What the exercise asks: Report the lines of the data below that contain the string "highway".

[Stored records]
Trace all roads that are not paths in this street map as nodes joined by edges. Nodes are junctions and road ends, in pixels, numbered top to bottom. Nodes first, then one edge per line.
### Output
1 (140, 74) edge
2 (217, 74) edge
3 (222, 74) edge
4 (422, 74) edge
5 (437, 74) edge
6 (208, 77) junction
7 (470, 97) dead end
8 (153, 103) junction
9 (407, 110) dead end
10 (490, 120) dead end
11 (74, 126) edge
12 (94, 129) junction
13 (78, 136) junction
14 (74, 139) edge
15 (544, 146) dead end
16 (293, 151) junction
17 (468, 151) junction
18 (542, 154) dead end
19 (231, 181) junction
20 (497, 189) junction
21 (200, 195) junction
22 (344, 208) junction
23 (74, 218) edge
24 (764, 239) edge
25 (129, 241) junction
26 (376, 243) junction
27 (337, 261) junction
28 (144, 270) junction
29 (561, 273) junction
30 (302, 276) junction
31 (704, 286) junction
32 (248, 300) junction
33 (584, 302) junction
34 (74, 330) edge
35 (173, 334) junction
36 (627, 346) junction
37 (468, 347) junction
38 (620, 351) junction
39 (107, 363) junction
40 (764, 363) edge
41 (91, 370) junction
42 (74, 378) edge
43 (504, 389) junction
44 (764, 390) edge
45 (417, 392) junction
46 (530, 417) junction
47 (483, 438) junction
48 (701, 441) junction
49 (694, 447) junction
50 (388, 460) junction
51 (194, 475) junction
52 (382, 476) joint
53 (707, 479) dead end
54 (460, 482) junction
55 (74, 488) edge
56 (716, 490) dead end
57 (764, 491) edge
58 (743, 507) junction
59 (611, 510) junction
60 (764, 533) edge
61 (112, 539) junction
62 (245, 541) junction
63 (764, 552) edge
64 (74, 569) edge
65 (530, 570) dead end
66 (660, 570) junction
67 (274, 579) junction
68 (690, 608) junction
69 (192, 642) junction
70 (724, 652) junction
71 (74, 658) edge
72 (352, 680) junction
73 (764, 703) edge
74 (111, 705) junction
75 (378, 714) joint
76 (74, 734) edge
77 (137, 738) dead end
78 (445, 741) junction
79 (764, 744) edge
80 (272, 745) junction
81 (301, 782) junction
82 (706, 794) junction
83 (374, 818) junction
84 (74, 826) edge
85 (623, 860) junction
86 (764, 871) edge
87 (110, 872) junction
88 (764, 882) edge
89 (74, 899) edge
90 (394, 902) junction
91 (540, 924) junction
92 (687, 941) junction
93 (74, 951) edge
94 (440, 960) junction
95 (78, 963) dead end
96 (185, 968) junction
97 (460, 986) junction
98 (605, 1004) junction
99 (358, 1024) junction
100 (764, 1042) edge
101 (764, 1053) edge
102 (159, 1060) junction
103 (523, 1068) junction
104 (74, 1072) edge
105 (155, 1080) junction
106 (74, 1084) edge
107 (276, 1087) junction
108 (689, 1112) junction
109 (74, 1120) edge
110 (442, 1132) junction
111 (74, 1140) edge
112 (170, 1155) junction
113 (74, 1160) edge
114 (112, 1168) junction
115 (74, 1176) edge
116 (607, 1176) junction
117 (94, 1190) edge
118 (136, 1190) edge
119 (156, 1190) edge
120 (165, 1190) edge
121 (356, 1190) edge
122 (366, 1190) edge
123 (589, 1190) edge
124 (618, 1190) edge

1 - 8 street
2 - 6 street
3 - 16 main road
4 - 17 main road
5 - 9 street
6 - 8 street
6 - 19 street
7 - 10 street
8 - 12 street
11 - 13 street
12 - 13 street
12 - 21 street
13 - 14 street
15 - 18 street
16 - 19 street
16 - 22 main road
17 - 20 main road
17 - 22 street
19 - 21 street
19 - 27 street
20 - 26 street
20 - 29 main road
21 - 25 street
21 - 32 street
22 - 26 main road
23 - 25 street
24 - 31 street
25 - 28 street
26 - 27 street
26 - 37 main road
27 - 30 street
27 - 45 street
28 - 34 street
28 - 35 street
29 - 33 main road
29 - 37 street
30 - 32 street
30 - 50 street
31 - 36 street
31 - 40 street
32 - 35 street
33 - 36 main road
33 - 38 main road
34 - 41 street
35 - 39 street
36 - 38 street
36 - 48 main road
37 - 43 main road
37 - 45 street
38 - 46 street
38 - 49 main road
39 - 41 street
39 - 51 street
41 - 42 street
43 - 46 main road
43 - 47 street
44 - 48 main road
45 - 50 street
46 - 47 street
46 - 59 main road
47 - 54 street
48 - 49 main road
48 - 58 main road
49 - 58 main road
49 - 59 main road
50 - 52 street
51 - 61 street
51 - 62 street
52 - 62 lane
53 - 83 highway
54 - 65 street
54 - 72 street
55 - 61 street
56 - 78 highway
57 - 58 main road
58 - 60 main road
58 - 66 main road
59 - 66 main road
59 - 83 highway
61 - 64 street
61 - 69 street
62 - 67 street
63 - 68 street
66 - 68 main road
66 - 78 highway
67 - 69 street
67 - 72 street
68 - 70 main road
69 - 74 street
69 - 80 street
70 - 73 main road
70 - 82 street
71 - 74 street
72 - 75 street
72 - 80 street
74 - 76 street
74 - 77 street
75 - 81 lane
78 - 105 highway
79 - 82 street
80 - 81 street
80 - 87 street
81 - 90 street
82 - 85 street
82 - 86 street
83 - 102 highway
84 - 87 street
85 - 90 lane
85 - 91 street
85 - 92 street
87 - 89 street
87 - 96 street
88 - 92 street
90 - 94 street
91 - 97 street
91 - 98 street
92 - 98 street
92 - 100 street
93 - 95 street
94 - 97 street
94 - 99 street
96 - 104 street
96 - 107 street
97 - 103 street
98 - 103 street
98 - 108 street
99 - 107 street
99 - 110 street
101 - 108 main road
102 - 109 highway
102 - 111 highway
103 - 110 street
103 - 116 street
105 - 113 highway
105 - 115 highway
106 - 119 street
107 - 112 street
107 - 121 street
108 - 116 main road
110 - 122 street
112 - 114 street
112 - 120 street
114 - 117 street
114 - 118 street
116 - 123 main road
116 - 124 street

Response area:
53 - 83 highway
56 - 78 highway
59 - 83 highway
66 - 78 highway
78 - 105 highway
83 - 102 highway
102 - 109 highway
102 - 111 highway
105 - 113 highway
105 - 115 highway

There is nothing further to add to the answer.